SEO Terms for Internal Vs External
-
Hey there!
I am writing up an SEO plan for our company and wanted to get the groups input on the use of some SEO terms. I need to organize and explain these efforts to nonSEO people.
I usually talk about, SEO in terms of "Internal" vs "External" efforts.
Internal SEO efforts being things like
Title Tags, Description Tags, Page Speed, Minimizing errors, proper 301 redirect, content development for the site, internal linking and anchor, etc.
External SEO efforts being things like
Link building, social media profile setups and posts (FB Twitter Pinterest, YouTube), PR work.
-
How do you split these out? What terms do you use?
-
Do you subdivide these tasks? What terms do you use?
For example, with Internal, I sometimes talk about "Technical SEO" that has do to with making sure that site speed is working well, 301s are setup correctly, noindex tag etc are all used properly. These are things that different versus "On Page" efforts to use keywords properly etc.
I will also use the term "Site Visibility" for non SEOs to explain the technical impact.
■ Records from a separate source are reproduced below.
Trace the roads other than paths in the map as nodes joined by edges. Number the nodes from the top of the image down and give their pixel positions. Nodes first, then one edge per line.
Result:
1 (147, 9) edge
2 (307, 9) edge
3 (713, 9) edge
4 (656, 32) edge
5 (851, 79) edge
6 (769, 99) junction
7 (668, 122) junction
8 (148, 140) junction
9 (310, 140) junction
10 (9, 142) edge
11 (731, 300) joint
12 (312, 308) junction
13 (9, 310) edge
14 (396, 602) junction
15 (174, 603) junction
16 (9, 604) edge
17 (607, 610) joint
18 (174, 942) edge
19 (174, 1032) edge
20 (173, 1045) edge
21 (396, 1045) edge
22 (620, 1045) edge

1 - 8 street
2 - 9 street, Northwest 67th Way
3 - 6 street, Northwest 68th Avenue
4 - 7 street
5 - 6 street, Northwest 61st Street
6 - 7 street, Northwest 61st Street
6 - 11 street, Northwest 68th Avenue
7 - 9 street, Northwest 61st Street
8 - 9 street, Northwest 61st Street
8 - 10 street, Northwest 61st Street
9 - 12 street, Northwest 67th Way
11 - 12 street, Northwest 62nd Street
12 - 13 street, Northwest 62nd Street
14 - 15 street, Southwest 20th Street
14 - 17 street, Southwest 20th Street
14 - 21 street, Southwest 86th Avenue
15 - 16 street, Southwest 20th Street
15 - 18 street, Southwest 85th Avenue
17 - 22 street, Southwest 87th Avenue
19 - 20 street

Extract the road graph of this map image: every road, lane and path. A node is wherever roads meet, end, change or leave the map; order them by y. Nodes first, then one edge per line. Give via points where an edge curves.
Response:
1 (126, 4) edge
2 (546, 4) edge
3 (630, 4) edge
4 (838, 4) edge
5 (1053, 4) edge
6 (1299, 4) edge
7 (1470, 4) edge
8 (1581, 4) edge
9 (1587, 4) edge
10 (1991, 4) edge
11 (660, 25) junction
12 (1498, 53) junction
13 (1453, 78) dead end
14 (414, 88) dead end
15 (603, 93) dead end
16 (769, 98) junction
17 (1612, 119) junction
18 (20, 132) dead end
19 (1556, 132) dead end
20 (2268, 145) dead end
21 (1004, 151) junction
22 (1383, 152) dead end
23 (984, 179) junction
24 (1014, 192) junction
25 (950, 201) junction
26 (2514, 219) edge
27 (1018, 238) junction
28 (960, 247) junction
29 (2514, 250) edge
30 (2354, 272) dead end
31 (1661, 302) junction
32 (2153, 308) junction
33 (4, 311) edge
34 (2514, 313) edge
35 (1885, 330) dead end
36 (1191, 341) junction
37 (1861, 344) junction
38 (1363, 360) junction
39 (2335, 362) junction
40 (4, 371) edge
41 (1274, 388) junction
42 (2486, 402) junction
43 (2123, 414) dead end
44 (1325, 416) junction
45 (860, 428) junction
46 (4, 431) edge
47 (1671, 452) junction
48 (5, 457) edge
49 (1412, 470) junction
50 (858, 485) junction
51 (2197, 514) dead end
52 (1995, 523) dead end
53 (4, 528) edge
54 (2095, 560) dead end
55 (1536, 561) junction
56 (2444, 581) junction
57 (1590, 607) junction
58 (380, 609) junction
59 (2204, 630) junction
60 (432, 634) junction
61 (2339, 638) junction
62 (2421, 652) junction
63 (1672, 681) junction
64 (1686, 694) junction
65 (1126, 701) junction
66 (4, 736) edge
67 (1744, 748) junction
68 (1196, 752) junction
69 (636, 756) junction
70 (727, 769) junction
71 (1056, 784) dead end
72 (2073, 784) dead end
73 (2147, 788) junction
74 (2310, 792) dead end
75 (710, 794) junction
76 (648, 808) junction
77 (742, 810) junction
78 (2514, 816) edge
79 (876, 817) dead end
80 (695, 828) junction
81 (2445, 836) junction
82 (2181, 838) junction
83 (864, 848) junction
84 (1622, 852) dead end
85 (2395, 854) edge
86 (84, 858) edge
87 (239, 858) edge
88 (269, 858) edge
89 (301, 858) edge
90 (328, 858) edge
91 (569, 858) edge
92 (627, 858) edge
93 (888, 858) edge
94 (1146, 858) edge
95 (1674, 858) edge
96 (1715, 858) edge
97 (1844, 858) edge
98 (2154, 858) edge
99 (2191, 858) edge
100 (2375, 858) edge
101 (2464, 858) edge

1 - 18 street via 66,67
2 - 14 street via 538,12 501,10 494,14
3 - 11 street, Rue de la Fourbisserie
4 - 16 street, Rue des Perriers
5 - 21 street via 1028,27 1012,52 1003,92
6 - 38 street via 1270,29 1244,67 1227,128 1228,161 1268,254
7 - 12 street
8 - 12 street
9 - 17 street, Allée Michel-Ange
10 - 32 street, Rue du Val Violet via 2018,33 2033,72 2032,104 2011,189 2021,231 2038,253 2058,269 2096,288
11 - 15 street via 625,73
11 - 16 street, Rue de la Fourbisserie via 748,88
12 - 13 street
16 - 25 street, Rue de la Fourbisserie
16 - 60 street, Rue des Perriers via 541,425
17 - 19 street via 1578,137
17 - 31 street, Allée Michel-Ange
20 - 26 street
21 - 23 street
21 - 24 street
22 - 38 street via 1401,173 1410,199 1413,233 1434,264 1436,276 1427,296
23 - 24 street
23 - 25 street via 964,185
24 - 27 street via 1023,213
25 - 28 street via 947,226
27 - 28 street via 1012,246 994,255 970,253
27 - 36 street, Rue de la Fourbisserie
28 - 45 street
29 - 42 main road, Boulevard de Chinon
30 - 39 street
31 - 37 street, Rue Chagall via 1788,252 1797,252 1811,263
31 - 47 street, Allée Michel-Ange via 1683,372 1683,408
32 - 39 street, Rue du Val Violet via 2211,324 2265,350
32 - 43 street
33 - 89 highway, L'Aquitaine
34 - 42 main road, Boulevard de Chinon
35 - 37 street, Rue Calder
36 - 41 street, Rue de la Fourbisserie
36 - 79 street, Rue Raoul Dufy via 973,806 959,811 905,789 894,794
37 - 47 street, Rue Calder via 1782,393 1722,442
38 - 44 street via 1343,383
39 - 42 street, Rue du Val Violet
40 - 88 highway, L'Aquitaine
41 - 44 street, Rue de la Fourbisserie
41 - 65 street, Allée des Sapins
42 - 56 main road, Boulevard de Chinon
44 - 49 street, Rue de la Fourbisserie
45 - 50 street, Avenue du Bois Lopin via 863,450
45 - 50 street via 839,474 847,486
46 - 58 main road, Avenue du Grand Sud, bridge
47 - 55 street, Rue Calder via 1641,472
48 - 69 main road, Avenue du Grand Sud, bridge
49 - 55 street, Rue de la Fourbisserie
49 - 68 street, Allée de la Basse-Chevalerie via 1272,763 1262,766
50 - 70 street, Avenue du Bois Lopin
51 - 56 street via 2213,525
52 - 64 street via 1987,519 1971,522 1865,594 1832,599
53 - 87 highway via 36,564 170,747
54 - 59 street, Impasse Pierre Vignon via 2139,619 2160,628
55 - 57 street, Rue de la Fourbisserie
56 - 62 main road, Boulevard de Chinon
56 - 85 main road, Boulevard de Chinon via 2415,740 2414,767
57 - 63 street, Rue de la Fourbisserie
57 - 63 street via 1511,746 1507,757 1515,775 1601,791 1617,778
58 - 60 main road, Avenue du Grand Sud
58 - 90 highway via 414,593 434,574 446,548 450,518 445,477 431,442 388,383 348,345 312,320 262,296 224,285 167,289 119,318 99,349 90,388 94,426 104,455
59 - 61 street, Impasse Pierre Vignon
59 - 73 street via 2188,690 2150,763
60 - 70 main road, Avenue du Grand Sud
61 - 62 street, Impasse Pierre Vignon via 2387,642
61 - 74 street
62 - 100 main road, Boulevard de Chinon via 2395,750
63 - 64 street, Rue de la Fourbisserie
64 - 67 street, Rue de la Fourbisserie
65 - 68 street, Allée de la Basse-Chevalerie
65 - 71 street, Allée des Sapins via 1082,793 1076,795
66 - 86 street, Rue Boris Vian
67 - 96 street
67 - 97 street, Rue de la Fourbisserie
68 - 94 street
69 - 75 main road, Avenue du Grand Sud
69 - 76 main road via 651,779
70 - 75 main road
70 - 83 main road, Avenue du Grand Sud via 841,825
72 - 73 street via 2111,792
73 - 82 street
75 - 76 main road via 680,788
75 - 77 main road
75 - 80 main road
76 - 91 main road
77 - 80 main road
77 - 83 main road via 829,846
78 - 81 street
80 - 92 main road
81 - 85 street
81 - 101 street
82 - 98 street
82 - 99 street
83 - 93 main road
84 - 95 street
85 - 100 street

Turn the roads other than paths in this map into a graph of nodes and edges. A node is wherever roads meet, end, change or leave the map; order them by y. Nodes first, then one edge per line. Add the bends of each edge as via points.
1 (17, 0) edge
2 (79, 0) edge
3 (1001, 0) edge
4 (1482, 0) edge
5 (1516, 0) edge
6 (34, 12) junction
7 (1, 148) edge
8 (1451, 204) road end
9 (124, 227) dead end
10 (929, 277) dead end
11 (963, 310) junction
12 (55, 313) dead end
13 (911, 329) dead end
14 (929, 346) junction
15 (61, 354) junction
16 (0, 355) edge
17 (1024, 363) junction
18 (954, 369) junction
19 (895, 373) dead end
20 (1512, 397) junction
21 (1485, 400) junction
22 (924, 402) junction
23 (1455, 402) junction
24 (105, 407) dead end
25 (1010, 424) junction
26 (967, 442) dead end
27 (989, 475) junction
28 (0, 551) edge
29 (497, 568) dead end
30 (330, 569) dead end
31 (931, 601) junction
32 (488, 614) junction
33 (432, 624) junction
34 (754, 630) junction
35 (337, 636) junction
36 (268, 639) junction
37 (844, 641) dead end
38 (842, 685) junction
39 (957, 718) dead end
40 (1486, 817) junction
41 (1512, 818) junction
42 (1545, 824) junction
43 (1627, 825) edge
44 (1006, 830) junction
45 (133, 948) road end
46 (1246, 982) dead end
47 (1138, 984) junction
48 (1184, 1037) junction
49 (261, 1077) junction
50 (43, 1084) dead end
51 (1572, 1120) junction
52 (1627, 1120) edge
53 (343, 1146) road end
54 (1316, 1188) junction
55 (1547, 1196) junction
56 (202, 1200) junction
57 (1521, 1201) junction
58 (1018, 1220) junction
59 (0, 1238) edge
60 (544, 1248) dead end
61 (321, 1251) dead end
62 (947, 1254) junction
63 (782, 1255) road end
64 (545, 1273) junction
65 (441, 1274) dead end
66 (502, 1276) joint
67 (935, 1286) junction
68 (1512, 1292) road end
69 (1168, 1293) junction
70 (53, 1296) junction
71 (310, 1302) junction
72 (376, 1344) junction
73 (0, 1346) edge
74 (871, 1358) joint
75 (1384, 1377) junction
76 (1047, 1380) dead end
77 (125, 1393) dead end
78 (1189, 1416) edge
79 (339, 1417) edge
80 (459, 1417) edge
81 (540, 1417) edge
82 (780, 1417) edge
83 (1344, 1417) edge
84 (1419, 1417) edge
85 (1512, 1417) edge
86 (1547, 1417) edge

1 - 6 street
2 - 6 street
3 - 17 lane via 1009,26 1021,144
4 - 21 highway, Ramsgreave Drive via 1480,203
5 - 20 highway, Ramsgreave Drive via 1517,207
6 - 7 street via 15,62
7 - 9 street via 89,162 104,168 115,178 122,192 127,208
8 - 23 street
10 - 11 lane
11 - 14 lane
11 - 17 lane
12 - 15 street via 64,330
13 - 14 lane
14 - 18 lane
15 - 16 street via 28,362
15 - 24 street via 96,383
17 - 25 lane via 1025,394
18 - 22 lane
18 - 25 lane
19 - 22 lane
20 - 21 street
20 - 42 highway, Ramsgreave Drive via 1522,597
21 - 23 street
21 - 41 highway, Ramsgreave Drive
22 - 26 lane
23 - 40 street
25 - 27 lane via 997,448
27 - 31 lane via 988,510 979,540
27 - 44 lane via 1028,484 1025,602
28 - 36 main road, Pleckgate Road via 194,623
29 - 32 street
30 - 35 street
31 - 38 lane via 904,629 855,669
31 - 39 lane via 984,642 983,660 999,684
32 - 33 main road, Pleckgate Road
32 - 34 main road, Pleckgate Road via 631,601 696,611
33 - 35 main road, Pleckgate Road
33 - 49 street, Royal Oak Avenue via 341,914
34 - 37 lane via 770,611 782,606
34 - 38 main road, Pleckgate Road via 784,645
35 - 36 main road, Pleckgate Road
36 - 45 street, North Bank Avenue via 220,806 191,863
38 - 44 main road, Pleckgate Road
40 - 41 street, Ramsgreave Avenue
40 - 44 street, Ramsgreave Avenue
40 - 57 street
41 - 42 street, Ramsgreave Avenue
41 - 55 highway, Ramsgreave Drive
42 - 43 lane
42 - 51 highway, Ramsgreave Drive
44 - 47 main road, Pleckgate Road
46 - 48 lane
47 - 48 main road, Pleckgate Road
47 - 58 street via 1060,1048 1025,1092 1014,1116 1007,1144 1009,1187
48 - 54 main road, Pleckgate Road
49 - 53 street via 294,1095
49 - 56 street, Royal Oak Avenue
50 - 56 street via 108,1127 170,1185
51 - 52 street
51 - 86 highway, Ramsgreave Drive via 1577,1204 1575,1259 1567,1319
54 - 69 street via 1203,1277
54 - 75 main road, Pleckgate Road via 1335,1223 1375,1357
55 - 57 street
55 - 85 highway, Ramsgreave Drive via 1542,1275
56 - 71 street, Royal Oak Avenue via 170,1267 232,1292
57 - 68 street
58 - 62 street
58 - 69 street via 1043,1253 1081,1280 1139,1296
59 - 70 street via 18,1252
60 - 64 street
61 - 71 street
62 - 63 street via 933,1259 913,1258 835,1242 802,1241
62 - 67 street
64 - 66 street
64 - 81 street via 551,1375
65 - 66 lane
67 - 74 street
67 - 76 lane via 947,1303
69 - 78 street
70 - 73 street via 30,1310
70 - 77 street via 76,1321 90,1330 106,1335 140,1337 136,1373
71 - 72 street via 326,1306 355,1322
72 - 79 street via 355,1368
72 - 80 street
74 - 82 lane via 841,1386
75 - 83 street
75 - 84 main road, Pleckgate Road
For example, if your site has the wrong robots.txt, if you have 500 errors everywhere and a slow site, if you are sending spiders down a daisy chain of 301s, it is difficult for the key parts of your site to be found and so your "Visibility" to the engines are poor. You have to get your visibility up, before you begin to then worry about if you have the right keywords on a page etc.
Any input or references would be appreciated.
-
-
Aw, thanks. Glad you found some value in my comments. And, thanks for raising an interesting point for discussion
Good luck!
-
Thanks everyone, especially Andrea.
Andrea, you are right, the issue here is about how best to talk to the rest of the company, from developers to marketers to editors to executives. I like the points about how developers tend to be very literal and specific so the wrong choice of words can throw them off. #semantics is key when you deal with the rest of the group.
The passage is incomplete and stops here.